Tribune Business reported last month how several businesses, set up by legitimate persons who already own and manage companies, had to endure a six-month wait to open a Bahamian bank account for a new commercial venture.

This impeded their ability to start conducting business, and Mr Smith revealed he was a party to transactions “as low as $1,200” that were being held up in the commercial banking system.

“There does not appear to be any sensible, reasonable threshold” for applying KYC scrutiny to occasional transactions, he told this newspaper, echoing a frequent complaint of Bahamians every since the 2000 “blacklisting” laws were passed to enable The Bahamas to escape the Financial Action Task Force’s (FATF) list.

To remedy the problem, Mr Smith urged the Government to increase the threshold above which occasional transactions are scrutinised to $50,000. Sums below this level would be exempt from KYC due diligence unless financial institutions saw a pattern of transactions such that it aroused their anti-money laundering suspicions.

Pointing out that money laundering typically involved the movement of large sums of money in a bid to conceal its source, and “wash” it through the financial system so that it appeared legitimate and became clean, the QC added: “They shouldn’t scrutinise every single miniscule transaction.

“Everyone has been presumed guilty as opposed to having the benefit of the doubt. The presumption of innocence that underpins Western civilisation in common law jurisdictions no longer seems to exist, even for The Bahamas.”

Calling for the provisions of the Financial Transactions Reporting Act and Register of Beneficial Ownership Act to be eased, Mr Smith urged the Government to pass legislation that he branded as a “KYC Once Act”.

Besides specifying the due diligence requirements for individuals and different types of businesses, Mr Smith said this would allow private companies - licensed by the Central Bank or other regulators - to conduct client scrutiny on behalf of local financial institutions rather than the latter continuing to perform this task.

Those clients who passed would then receive a KYC certificate, attesting to their legitimacy, that would be valid at any Bahamas-based financial institution. Mr Smith argued this would eliminate “a huge unnecessary expense” and the need for individuals and companies to keep providing “the same information again and again and again around KYC”.

“That will position The Bahamas as a leader in the ease of doing business,” he told Tribune Business. “Once a KYC certificate is issued it will be accepted by any government agency and financial institution.

“Whether you are already doing business here, want to do business here or are an ordinary citizen that means your existence won’t be bedeviled by a mass of minutiae. It eases the bureaucratic and administrative burden for government regulators. Why do we have to keep reinventing the wheel?

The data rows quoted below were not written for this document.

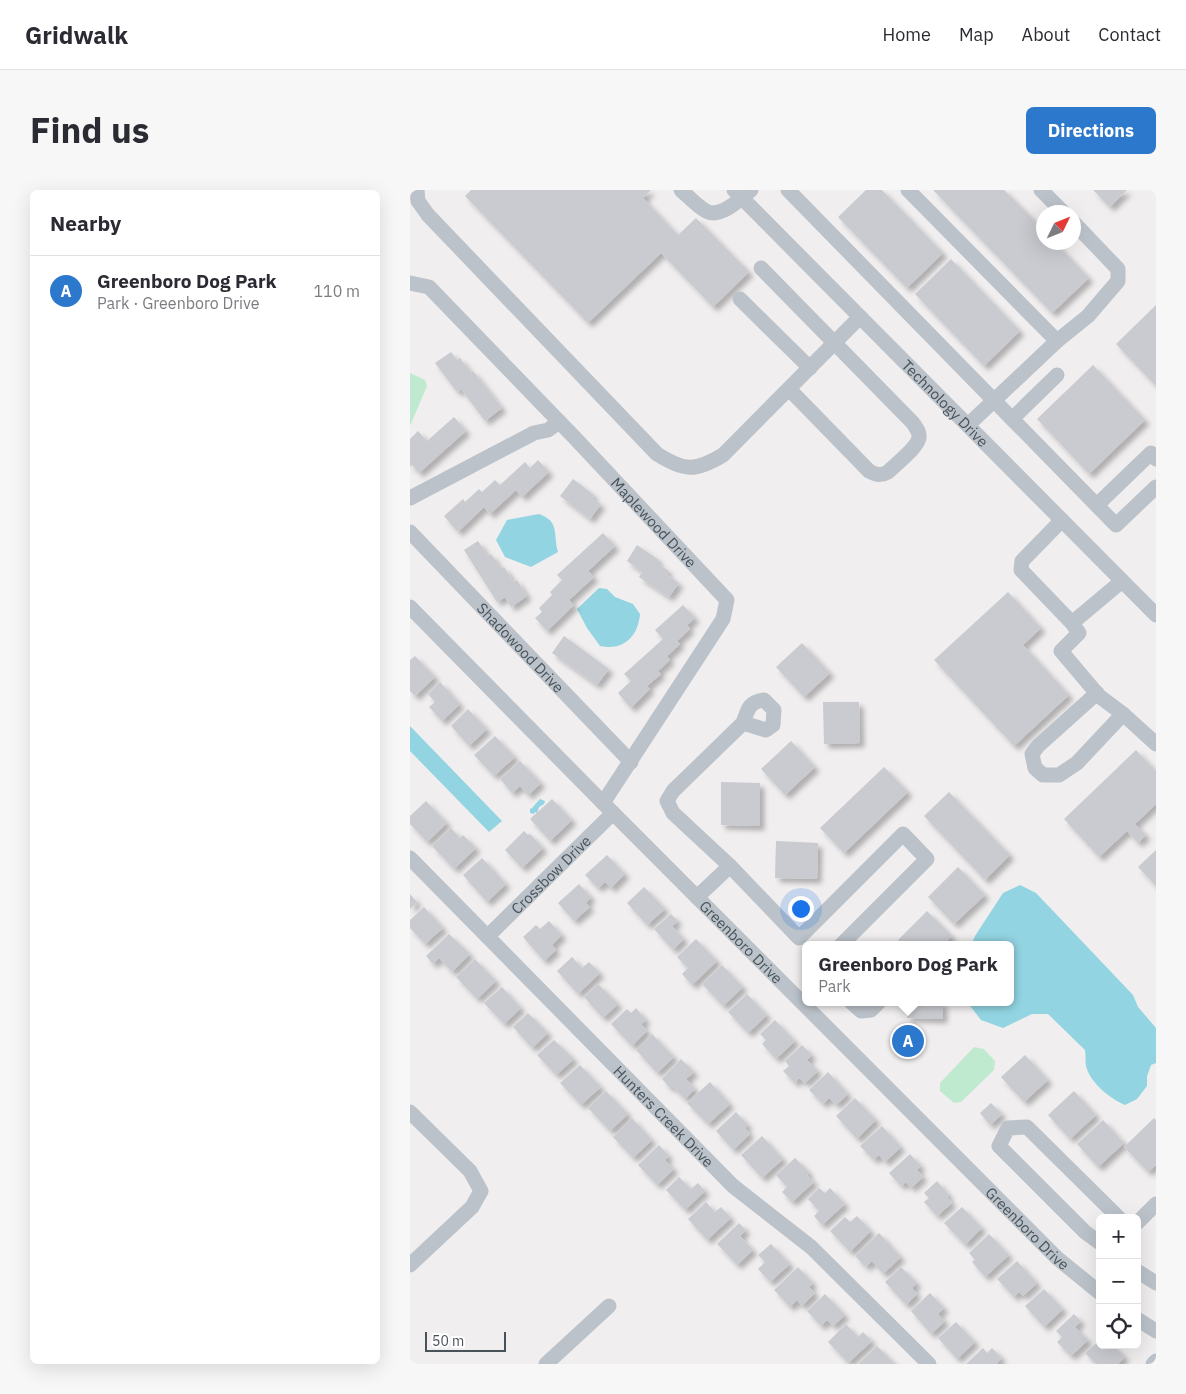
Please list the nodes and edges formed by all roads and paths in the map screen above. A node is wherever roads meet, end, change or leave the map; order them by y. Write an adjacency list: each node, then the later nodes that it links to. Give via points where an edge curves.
1 (417, 190): 17 (street, via 418,201 428,215 658,454 672,464 684,468 709,464 723,455)
2 (681, 190): 6 (street, via 707,212 715,213)
3 (788, 190): 18 (street)
4 (908, 190): 13 (street)
5 (1041, 190): 7 (street)
6 (742, 193): 12 (street, Technology Drive)
7 (1056, 205)
8 (1081, 230): 13 (street, via 1118,269 1118,281 1088,316)
9 (761, 268): 14 (street)
10 (410, 283): 20 (street, Maplewood Drive, via 429,287)
11 (740, 299): 15 (street)
12 (860, 317): 14 (street); 21 (street, Technology Drive)
13 (1057, 341): 18 (street)
14 (836, 342): 15 (street); 17 (street, via 919,431 916,444 900,461 882,475 869,471)
15 (810, 368): 17 (street)
16 (1057, 375): 19 (street)
17 (789, 389)
18 (994, 400): 19 (street); 21 (street)
19 (1012, 419): 25 (street)
20 (559, 422): 24 (street); 36 (street, Maplewood Drive, via 726,600 722,620)
21 (968, 425): 26 (street, Technology Drive)
22 (1156, 459): 25 (street, via 1151,454)
23 (1156, 487): 25 (street, via 1116,525)
24 (410, 498)
25 (1097, 505)
26 (1062, 520): 28 (street, Technology Drive); 31 (street, via 1022,561 1021,570)
27 (410, 532): 36 (street, Shadowood Drive)
28 (1122, 581): 30 (street, Technology Drive); 31 (street)
29 (410, 606): 37 (street, Greenboro Drive)
30 (1156, 615)
31 (1072, 623): 32 (street, via 1079,633 1061,651)
32 (1097, 693): 33 (street); 33 (street, via 1032,754 1035,768 1043,776 1059,775 1077,763)
33 (1123, 714): 35 (street)
34 (742, 723): 39 (street, via 673,791 668,800 673,814)
35 (1156, 744)
36 (631, 762): 37 (street, Maplewood Drive)
37 (608, 808): 40 (street, Greenboro Drive); 41 (street, Crossbow Drive)
38 (410, 858): 41 (street, Hunters Creek Drive)
39 (730, 866): 40 (street); 44 (street)
40 (697, 897): 45 (street, Greenboro Drive)
41 (488, 936): 63 (street, Hunters Creek Drive, via 733,1186 811,1247)
42 (803, 941): 43 (street, via 904,834 926,859)
43 (845, 941)
44 (802, 942)
45 (802, 1002)
46 (806, 1006): 57 (street, Greenboro Drive, via 1057,1258)
47 (855, 1006): 48 (street, via 861,1011)
48 (875, 1006)
49 (410, 1112): 54 (street, via 470,1172 481,1191 472,1207)
50 (1156, 1204): 52 (street)
51 (1116, 1214): 53 (street, via 1027,1127 1008,1128 999,1146)
52 (1141, 1219)
53 (1096, 1240)
54 (410, 1265)
55 (1141, 1275): 56 (street)
56 (1156, 1284)
57 (1096, 1291)
58 (609, 1306): 62 (street)
59 (1141, 1321): 60 (street)
60 (1156, 1330)
61 (1156, 1361): 64 (street)
62 (546, 1364)
63 (929, 1364)
64 (1153, 1364)

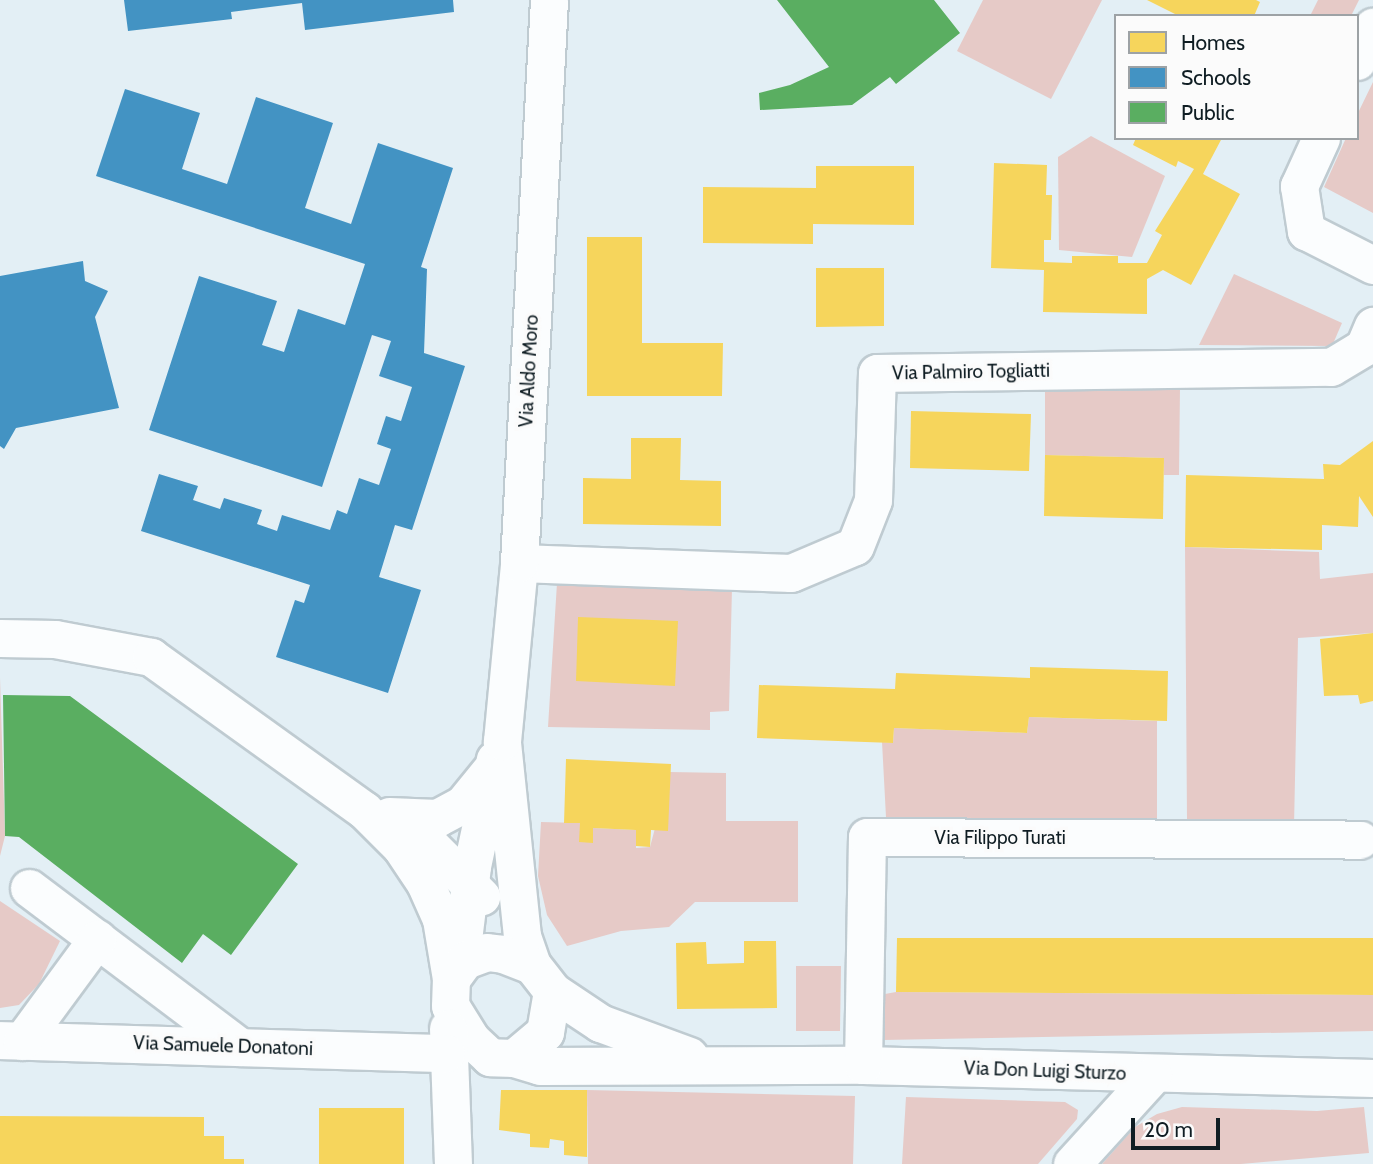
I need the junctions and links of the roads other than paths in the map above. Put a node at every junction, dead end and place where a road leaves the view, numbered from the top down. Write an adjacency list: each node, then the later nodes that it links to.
1 (549, 0): 7 (street, Via Aldo Moro)
2 (1373, 27): 3 (street)
3 (1359, 57)
4 (1320, 140): 5 (street)
5 (1373, 265)
6 (1373, 326): 7 (street, Via Palmiro Togliatti)
7 (519, 563): 9 (street, Via Aldo Moro)
8 (0, 638): 10 (street)
9 (496, 757): 10 (street); 12 (street); 15 (street)
10 (379, 814): 12 (street); 16 (street)
11 (1360, 840): 22 (street, Via Filippo Turati)
12 (470, 885): 15 (street); 16 (street)
13 (30, 888): 14 (street)
14 (97, 939): 17 (street); 18 (street)
15 (536, 964): 16 (street); 20 (street); 21 (street, Via Don Luigi Sturzo)
16 (455, 982): 19 (street); 20 (street)
17 (11, 1041): 18 (street, Via Samuele Donatoni)
18 (240, 1047): 19 (street, Via Samuele Donatoni)
19 (446, 1053): 25 (street)
20 (502, 1058): 21 (street, Via Don Luigi Sturzo); 25 (street)
21 (717, 1065): 22 (street, Via Don Luigi Sturzo)
22 (863, 1065): 23 (street, Via Don Luigi Sturzo)
23 (1153, 1076): 24 (street, Via Don Luigi Sturzo); 27 (street)
24 (1373, 1078)
25 (453, 1107): 26 (street)
26 (453, 1164)
27 (1072, 1164)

“Doing business and living in The Bahamas could become so simple again. For a person with five, 10 and 15 companies in their organisation, having to produce all the documents to the bank every single year drives up the cost of doing business and the difficulty of doing business.”

Mr Smith added that his “KYC Once Act” proposal could also make The Bahamas “a leader in the financial world in the Caribbean”, and a regional “clearing house” when it came to due diligence matters.

“Maybe we can become a central KYC exchange for the rest of the Caribbean,” he mused, “a KYC clearing house. Maybe like the banks moved back offices to Trinidad this is an opportunity for The Bahamas to create jobs by becoming a KYC clearing house for the jurisdiction.”